Task requirements
Count the lines below that contain "Kawasaki". Answer with the number alone.
Records to process Block Start
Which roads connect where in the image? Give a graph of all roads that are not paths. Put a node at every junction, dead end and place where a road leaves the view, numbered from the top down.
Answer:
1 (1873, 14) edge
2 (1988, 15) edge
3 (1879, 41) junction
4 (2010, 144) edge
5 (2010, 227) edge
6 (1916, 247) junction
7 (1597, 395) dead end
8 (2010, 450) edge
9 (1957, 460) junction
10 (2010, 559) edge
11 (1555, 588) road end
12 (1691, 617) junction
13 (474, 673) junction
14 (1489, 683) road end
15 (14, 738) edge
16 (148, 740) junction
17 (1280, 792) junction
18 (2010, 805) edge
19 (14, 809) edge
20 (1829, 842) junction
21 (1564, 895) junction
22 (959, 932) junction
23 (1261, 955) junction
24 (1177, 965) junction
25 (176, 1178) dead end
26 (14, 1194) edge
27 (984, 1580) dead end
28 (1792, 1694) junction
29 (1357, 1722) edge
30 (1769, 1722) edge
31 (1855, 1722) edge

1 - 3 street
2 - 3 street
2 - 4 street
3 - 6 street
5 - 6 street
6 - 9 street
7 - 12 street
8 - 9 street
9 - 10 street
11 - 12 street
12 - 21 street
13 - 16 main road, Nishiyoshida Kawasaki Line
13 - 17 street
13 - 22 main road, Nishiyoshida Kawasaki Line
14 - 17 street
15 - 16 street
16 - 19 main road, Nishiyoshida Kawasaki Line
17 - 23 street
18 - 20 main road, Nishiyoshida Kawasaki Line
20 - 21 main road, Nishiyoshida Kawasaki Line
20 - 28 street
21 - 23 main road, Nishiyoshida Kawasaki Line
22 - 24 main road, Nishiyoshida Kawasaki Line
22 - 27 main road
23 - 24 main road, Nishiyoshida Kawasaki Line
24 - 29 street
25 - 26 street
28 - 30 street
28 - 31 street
Records to process Block End
Exercise output
8